### WHAT TO DO:
Pick out all lines of the entries that include the word "edges" and copy them.

-----

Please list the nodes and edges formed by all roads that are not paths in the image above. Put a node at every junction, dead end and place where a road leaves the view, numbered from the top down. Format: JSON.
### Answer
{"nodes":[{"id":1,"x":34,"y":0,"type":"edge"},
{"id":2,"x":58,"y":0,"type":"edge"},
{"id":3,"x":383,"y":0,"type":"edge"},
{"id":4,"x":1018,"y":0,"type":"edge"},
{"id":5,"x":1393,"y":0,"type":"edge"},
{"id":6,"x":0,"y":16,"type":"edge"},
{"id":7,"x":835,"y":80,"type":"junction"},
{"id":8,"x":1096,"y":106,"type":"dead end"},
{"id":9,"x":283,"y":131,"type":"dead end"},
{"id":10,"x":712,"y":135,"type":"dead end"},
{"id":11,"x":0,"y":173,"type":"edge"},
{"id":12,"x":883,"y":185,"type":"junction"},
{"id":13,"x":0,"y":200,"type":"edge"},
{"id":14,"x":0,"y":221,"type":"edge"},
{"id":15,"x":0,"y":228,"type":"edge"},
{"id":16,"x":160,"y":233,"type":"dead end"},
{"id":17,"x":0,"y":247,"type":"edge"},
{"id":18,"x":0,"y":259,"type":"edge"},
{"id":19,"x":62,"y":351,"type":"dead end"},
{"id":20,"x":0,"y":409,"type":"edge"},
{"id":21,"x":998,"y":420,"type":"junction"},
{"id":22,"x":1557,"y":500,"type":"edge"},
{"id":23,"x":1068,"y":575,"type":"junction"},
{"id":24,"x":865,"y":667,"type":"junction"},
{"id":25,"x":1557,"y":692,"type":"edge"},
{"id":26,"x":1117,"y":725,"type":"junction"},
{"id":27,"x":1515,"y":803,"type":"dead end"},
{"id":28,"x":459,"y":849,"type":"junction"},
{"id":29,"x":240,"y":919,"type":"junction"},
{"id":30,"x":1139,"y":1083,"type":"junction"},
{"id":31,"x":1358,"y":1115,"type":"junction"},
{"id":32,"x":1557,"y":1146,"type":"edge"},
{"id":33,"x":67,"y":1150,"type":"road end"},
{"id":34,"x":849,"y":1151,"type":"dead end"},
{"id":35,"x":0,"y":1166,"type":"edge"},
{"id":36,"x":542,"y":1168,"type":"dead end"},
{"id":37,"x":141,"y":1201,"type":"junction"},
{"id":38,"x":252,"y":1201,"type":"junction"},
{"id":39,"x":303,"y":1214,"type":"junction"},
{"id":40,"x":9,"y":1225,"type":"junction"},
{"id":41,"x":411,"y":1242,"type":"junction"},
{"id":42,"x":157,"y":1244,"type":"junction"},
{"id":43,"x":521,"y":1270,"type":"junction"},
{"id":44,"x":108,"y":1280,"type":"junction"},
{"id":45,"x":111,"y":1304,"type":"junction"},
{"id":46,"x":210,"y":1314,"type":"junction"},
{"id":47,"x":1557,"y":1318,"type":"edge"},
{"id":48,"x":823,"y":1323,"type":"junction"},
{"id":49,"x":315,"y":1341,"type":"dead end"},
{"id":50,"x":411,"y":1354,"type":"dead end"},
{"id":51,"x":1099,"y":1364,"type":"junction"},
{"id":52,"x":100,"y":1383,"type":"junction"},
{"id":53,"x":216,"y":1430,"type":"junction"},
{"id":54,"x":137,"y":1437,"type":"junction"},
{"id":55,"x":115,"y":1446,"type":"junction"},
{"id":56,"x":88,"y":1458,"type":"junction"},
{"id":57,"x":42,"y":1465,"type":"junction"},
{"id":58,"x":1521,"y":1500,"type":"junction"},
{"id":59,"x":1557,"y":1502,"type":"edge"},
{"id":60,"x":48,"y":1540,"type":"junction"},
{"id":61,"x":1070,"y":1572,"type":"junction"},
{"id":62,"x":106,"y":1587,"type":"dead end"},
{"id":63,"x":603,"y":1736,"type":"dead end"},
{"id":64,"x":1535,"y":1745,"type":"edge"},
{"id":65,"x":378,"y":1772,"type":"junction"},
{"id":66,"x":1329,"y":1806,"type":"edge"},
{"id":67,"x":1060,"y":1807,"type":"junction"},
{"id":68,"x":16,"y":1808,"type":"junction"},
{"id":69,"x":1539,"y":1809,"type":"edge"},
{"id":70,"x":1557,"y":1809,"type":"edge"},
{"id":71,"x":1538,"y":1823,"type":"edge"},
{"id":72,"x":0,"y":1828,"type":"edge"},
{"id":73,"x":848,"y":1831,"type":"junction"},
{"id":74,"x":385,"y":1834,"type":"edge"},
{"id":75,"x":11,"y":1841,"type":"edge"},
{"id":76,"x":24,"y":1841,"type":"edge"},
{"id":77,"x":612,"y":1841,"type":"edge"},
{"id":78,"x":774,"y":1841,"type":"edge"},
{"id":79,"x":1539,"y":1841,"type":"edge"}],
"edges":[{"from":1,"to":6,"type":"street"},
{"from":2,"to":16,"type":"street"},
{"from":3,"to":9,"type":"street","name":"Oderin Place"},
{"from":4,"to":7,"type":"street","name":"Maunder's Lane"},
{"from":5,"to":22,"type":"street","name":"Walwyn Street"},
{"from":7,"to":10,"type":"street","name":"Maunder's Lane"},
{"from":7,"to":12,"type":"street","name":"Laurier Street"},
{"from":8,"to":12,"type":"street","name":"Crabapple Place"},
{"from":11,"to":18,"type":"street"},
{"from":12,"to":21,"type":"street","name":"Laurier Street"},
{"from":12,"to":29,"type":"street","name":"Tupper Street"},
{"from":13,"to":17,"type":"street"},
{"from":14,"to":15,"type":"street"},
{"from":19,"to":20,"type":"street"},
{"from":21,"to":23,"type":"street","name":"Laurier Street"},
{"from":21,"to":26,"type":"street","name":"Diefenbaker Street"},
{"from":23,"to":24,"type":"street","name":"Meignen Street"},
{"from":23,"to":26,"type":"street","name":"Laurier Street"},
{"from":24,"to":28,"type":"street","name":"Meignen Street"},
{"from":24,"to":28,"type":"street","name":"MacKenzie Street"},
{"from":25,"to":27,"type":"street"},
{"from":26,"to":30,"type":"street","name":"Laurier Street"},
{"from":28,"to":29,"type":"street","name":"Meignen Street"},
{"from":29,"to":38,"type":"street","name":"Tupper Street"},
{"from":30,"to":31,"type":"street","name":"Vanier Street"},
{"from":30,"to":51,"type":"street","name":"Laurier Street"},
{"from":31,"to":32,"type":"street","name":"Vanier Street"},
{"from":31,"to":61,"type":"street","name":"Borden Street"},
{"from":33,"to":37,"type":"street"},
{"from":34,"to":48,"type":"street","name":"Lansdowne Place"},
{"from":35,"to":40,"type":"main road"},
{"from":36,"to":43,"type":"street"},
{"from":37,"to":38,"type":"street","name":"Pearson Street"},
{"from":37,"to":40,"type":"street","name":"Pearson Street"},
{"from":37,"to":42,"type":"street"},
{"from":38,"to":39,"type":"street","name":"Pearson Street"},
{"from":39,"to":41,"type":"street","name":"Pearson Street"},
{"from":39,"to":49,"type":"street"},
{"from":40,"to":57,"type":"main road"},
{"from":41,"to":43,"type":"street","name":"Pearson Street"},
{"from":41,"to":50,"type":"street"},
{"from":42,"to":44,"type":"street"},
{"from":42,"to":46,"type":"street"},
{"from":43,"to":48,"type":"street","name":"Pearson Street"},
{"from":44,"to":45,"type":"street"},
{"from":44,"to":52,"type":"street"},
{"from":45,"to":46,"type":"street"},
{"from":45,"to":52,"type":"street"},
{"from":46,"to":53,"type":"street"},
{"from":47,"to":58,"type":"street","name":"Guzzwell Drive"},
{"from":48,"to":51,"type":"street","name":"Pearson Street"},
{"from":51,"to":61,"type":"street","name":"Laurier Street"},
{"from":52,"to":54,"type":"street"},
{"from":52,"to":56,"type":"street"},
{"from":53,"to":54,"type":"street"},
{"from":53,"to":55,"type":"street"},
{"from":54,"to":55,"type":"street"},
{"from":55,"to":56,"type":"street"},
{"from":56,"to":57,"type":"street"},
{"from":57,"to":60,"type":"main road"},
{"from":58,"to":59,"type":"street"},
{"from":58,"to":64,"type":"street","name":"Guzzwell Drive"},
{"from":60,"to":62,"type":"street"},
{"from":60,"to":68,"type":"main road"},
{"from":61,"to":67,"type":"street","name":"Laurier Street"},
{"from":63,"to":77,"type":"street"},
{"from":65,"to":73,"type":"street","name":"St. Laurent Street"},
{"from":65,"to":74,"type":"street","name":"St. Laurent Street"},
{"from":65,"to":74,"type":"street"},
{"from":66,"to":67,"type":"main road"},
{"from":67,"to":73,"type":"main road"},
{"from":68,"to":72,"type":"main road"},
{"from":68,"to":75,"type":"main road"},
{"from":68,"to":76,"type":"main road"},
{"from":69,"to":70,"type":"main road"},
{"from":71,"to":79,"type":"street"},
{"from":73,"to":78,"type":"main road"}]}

-----

### TASK RESULT:
Please list the nodes and edges formed by all roads that are not paths in the image above. Put a node at every junction, dead end and place where a road leaves the view, numbered from the top down. Format: JSON.
"edges":[{"from":1,"to":6,"type":"street"},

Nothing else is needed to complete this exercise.